Where AI excelled: Describing the onboarding saga semantics — “a sign-up that must survive ITSM approval, subscription provisioning, and K8s provisioning, each of which can fail independently” — and getting back eight well-structured E2E test scenarios saved several hours. The test structure required only minor adjustment. The DevOps Engineer’s runbook was co-authored with AI. We described the CI problems we’d encountered — OOM on Rust compilation, SonarQube token scoping, Kaniko build failures, distroless ENTRYPOINT issues — and the AI organized them into a structured runbook with diagnostic steps and recovery procedures. That runbook is now the starting context for the DevOps digital employee. Where AI struggled: The Gitea 1.24 reusable workflow bug was outside the AI’s knowledge. We described the failure mode, got reasonable suggestions — file path casing, secret scoping, YAML indentation — but none were the root cause. The answer required reading the Gitea 1.24 release notes and issue tracker. Live knowledge problem; training data can’t solve it. The OOM diagnosis also required understanding how Rust’s compilation model interacts with memory-constrained environments. AI could suggest CARGO_BUILD_JOBS=1 immediately. It couldn’t tell us that pre-warming the Cargo registry on a persistent volume was the real fix — that came from profiling the runner’s I/O during a failed job. The pattern from previous weeks holds: AI is strong on patterns and boilerplate, weak on novel platform-specific failure modes. The DevOps digital employee will face the same limitation. Its value is organizing institutional knowledge the team has already acquired — not independently diagnosing novel infrastructure failures. For a deeper look at where AI assistance breaks down, see Episode 10: The Leadership Evolution.

What’s Next

Week 12: Gitea upgrade and ci-workflows re-enablement. The shared workflow infrastructure deserves to actually work. Beyond CI: the global activity feed now has a complete write path. Week 12 will wire up the read side — feed query APIs and real-time update propagation. The onboarding saga shipped with ITSM approval as a required gate; we’ll be hardening the ITSM service’s HTTP layer and integrating its first Docker image into Kubernetes deployment manifests. One more thing we’re committing to: stop treating “the build environment is broken” as something you work around. The DevOps digital employee now owns CI health as a first-class operational concern. We’ll see if structured ownership makes a measurable difference. The engine is running. The toolchain, finally, is next.

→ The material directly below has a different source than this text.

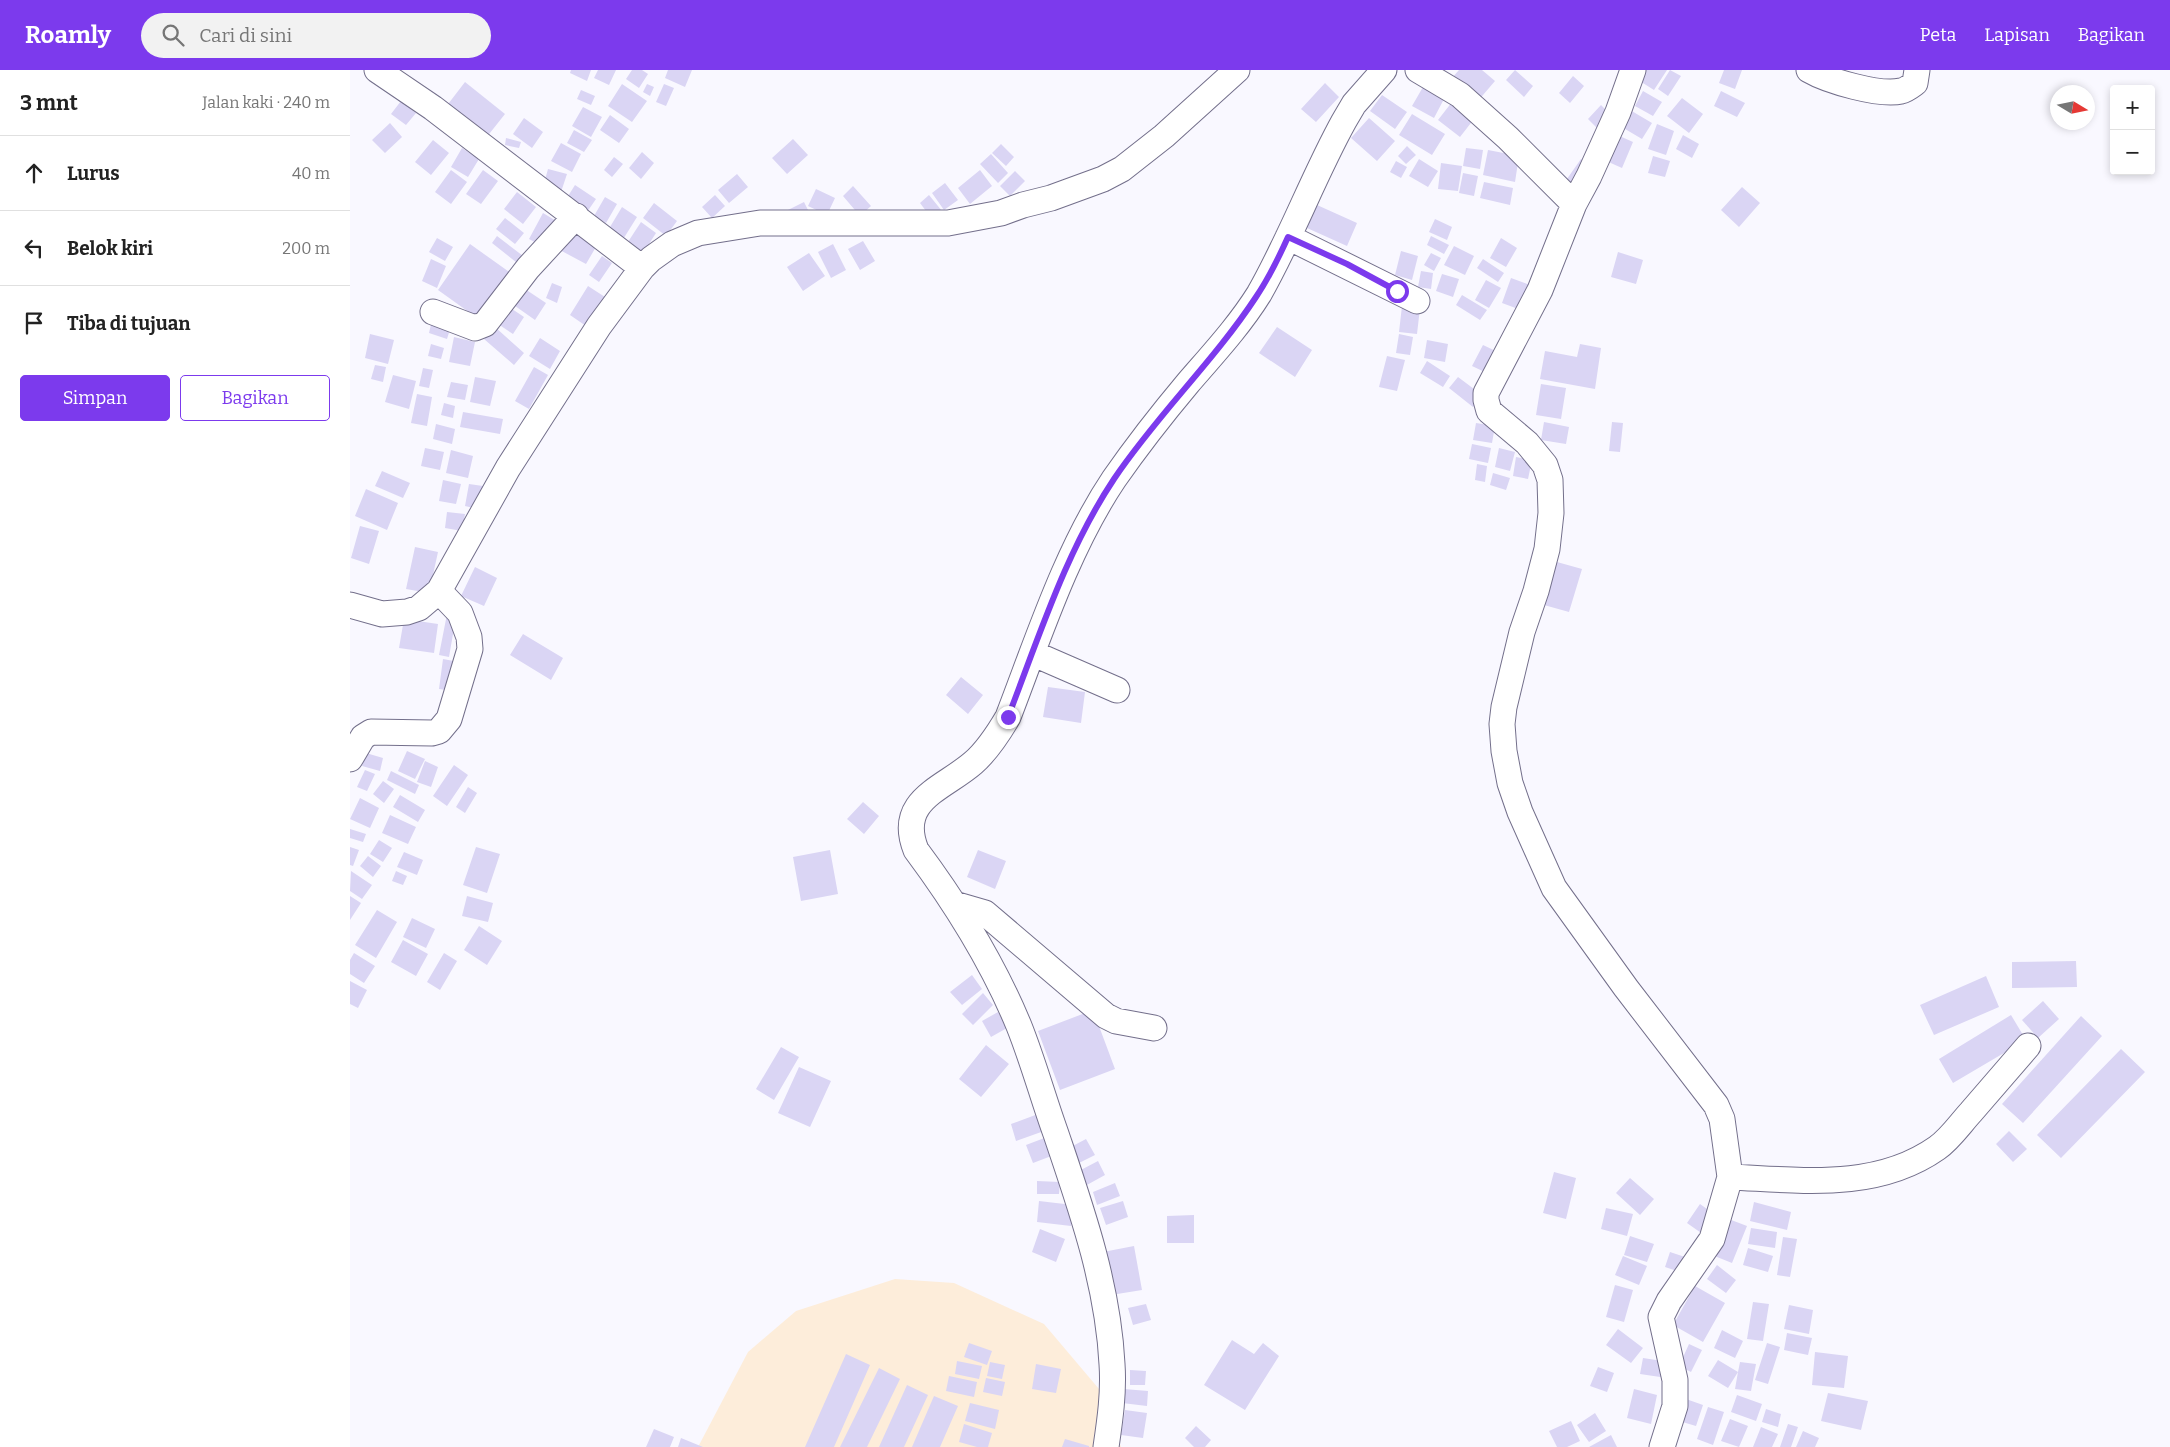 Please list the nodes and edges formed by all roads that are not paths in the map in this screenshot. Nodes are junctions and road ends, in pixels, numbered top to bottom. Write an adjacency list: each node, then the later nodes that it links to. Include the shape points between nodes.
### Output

68 meaningful commits. 5 services touched. 35 CI commits just to keep the lights on. 1 reusable workflow repo, created and rolled back in 23 hours. This is what building looks like when the infrastructure fights back.
All content represents personal learning from personal projects. Code examples are sanitized and generalized. No proprietary information is shared. Opinions are my own and do not reflect my employer’s views.